From pd.date_range(\'2016-01\', \'2016-05\', freq=\'M\', ).strftime(\'%Y-%m\')
, the last month is 2016-04
, but I was expecting it to be 2016
The explanation for this issue is that the function pd.to_datetime()
converts a '%Y-%m'
date string by default to the first of the month datetime, or '%Y-%m-01'
:
>>> pd.to_datetime('2016-05')
Timestamp('2016-05-01 00:00:00')
>>> pd.date_range('2016-01', '2016-02')
DatetimeIndex(['2016-01-01', '2016-01-02', '2016-01-03', '2016-01-04',
'2016-01-05', '2016-01-06', '2016-01-07', '2016-01-08',
'2016-01-09', '2016-01-10', '2016-01-11', '2016-01-12',
'2016-01-13', '2016-01-14', '2016-01-15', '2016-01-16',
'2016-01-17', '2016-01-18', '2016-01-19', '2016-01-20',
'2016-01-21', '2016-01-22', '2016-01-23', '2016-01-24',
'2016-01-25', '2016-01-26', '2016-01-27', '2016-01-28',
'2016-01-29', '2016-01-30', '2016-01-31', '2016-02-01'],
dtype='datetime64[ns]', freq='D')
Then everything follows from that.

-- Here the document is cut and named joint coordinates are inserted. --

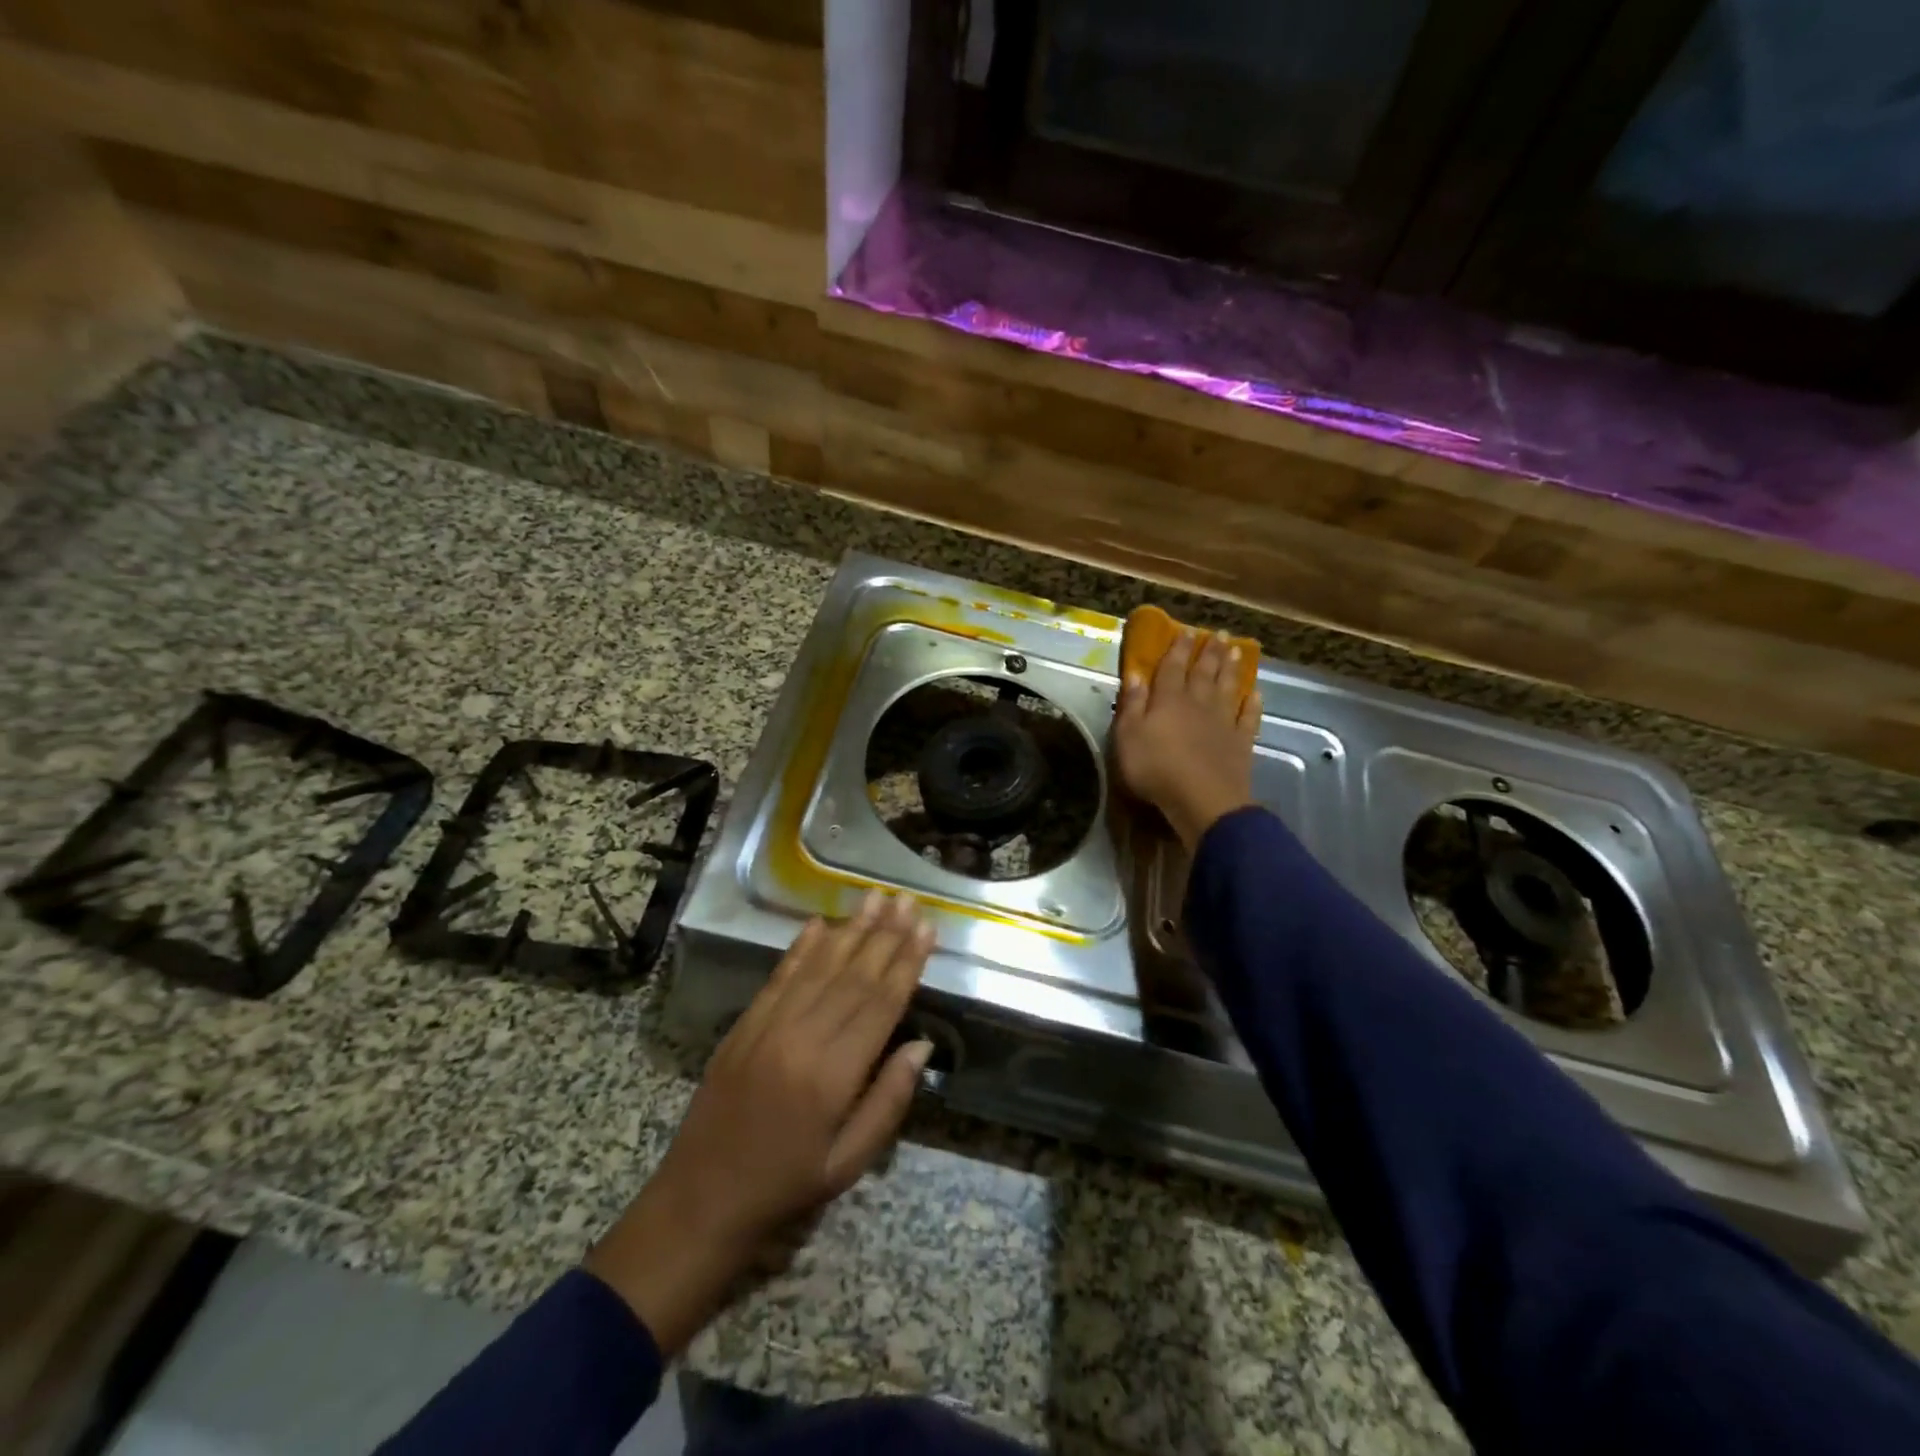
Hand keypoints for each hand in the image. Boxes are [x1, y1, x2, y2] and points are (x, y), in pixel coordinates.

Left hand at [585, 892, 934, 1354]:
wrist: (699, 1202)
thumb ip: (888, 1102)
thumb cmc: (785, 1188)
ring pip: (818, 967)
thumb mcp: (848, 1163)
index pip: (879, 1005)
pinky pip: (779, 977)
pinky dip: (801, 947)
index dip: (906, 963)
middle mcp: (801, 1039)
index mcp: (832, 1077)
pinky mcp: (744, 1026)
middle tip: (907, 900)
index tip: (926, 930)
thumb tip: (922, 1045)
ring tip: (875, 898)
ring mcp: (767, 1027)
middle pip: (852, 976)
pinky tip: (820, 923)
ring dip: (850, 929)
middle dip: (884, 935)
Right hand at [1113, 628, 1260, 849]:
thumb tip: (1135, 673)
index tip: (1186, 630)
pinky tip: (1255, 693)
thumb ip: (1132, 704)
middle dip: (1209, 652)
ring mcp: (1223, 722)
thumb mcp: (1128, 736)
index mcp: (1169, 700)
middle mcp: (1198, 703)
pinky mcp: (1241, 742)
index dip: (1179, 648)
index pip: (1173, 667)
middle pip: (1204, 672)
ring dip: (1231, 668)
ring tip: (1236, 650)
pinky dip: (1252, 703)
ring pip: (1228, 688)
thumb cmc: (1156, 769)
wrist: (1203, 799)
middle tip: (1218, 633)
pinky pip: (1248, 717)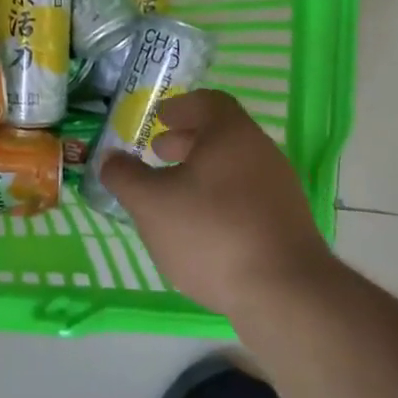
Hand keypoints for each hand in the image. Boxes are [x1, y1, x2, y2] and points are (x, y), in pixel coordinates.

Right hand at [100, 89, 334, 319]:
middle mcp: (261, 153)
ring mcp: (279, 190)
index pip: (209, 102)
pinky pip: (247, 197)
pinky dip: (220, 199)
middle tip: (158, 153)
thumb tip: (109, 158)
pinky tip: (200, 228)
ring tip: (173, 195)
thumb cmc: (211, 233)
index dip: (180, 107)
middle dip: (186, 141)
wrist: (286, 295)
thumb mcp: (151, 204)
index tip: (159, 119)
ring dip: (202, 173)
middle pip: (222, 135)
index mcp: (231, 135)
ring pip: (234, 167)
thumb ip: (124, 176)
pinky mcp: (288, 224)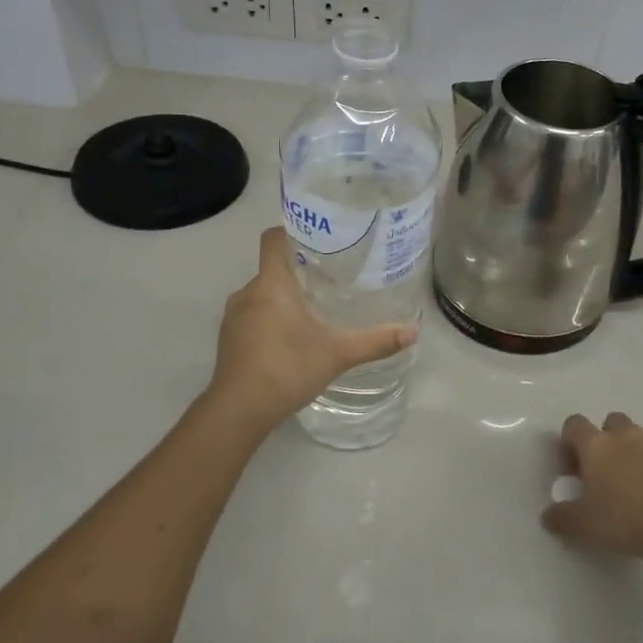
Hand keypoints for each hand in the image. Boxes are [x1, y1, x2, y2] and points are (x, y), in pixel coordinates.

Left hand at [209, 228, 418, 430]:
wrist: (239, 411)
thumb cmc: (287, 369)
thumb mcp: (338, 354)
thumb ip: (375, 341)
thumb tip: (413, 331)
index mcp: (271, 284)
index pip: (274, 239)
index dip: (293, 231)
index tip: (319, 238)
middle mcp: (247, 292)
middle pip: (272, 267)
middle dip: (298, 270)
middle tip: (330, 277)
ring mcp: (233, 317)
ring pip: (261, 293)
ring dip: (283, 297)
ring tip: (314, 307)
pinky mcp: (228, 338)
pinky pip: (252, 315)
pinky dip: (269, 318)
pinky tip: (291, 337)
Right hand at [541, 412, 642, 557]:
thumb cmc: (622, 518)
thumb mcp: (583, 524)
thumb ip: (562, 518)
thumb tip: (547, 517)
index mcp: (595, 445)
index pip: (574, 424)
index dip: (568, 442)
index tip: (570, 468)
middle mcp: (624, 437)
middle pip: (610, 422)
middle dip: (604, 440)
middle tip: (601, 472)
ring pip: (637, 437)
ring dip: (629, 453)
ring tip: (628, 487)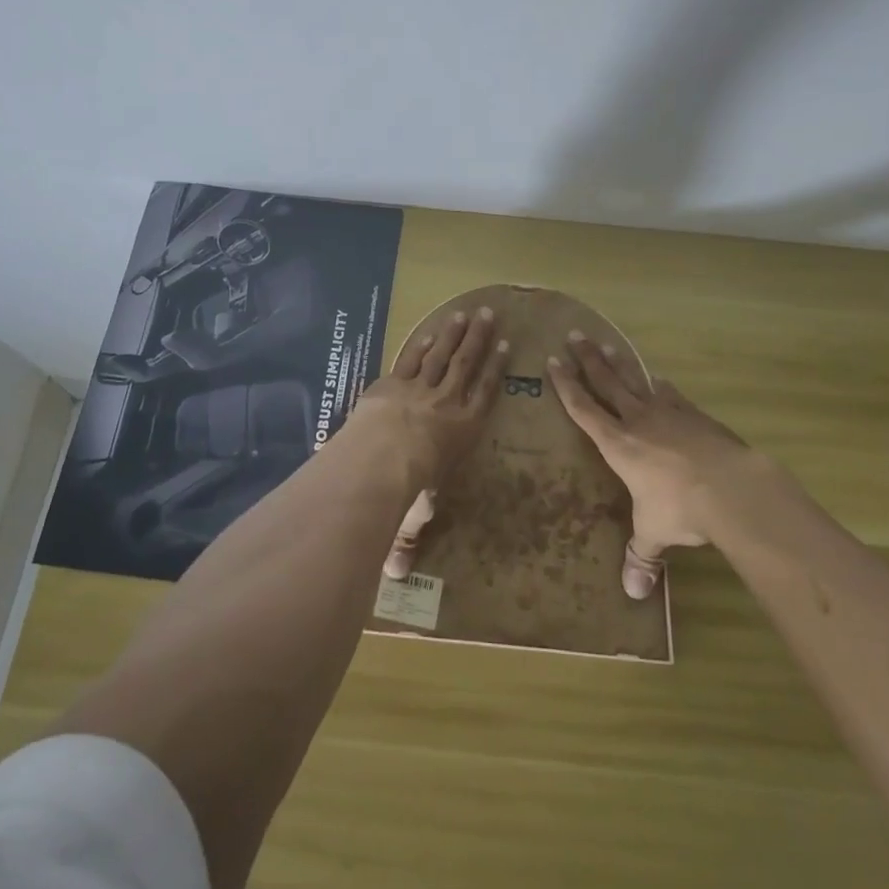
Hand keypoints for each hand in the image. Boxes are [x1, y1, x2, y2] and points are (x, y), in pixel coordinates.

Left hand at [347, 306, 507, 575]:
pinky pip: (413, 357)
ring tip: (466, 312)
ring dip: (455, 332)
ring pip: (443, 354)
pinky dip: (424, 342)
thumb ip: (404, 538)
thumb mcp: (412, 513)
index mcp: (463, 430)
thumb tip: (391, 576)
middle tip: (489, 314)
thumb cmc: (410, 486)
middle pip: (467, 364)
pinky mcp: (394, 382)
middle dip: (479, 338)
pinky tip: (432, 329)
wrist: (383, 455)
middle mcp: (447, 403)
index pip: (485, 394)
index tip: (505, 347)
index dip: (495, 369)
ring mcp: (420, 388)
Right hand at [546, 333, 754, 598]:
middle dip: (588, 360)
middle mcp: (638, 421)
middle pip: (607, 383)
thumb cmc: (680, 508)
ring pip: (636, 381)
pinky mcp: (696, 415)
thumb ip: (642, 556)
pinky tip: (659, 379)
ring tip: (607, 344)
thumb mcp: (654, 533)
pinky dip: (661, 386)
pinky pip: (671, 395)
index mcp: (618, 445)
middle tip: (574, 335)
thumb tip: (634, 593)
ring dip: (620, 364)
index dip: (567, 386)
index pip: (584, 409)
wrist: (731, 486)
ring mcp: (669, 413)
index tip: (553, 362)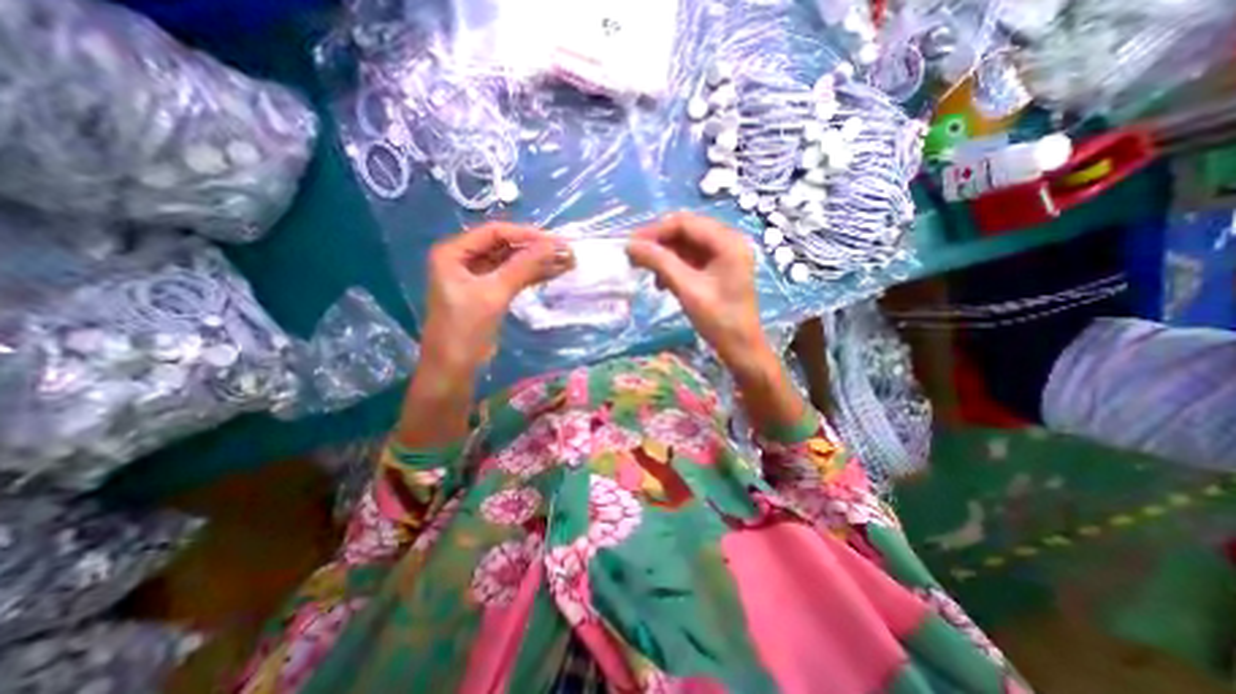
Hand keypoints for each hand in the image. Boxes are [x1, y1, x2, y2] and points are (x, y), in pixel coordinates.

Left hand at [420, 221, 574, 374]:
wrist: (454, 367)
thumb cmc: (465, 328)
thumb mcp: (494, 293)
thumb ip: (523, 266)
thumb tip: (554, 245)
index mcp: (453, 252)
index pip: (494, 232)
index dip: (526, 234)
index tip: (555, 240)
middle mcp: (464, 259)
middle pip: (504, 246)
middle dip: (535, 248)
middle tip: (565, 251)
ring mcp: (477, 276)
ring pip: (511, 262)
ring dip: (537, 262)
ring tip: (566, 261)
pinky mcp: (488, 292)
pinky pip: (513, 277)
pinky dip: (532, 276)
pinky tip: (553, 273)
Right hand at [628, 212, 768, 370]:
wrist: (740, 347)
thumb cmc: (718, 319)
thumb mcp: (687, 289)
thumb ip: (659, 262)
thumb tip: (630, 245)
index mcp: (727, 241)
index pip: (685, 223)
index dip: (655, 231)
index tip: (631, 246)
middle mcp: (728, 241)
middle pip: (686, 230)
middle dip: (659, 243)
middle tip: (635, 258)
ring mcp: (724, 254)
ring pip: (686, 244)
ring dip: (664, 256)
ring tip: (648, 273)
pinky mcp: (718, 268)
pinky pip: (691, 258)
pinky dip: (674, 266)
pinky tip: (662, 282)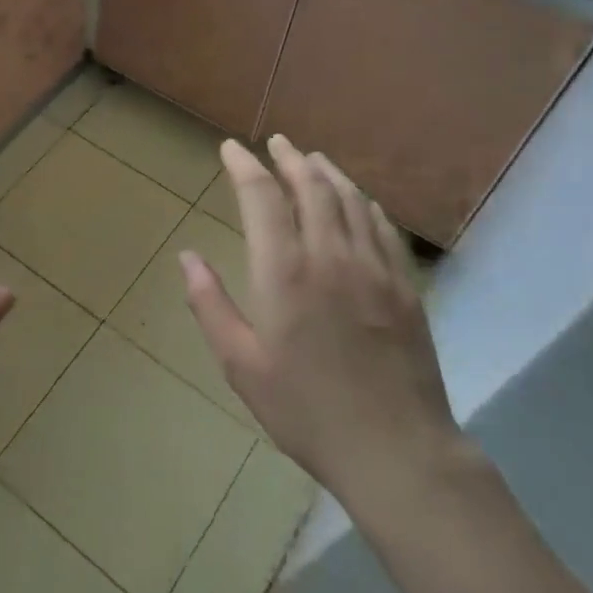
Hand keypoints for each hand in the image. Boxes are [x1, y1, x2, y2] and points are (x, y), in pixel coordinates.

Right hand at [180, 135, 465, 533]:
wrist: (396, 450)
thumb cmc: (306, 410)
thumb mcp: (241, 364)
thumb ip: (210, 304)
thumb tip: (187, 257)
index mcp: (284, 272)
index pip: (262, 198)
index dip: (244, 166)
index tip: (231, 148)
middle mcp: (331, 256)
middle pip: (311, 187)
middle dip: (289, 159)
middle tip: (276, 142)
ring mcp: (375, 268)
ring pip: (350, 200)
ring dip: (327, 173)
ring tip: (311, 158)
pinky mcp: (405, 287)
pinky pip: (383, 228)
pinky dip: (364, 203)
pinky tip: (358, 200)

Specifying freq='M'
includes month ends between 2016-01-01 and 2016-05-01, which is the list you receive and excludes 2016-05-31. But specifying month starts 'MS'
like the second answer provides, includes 2016-05-01 as it falls within the range. pd.date_range()
default behavior isn't like the range
method since ends are included. From the docs:
closed controls whether to include start and end that are on the boundary. The default includes boundary points on either end.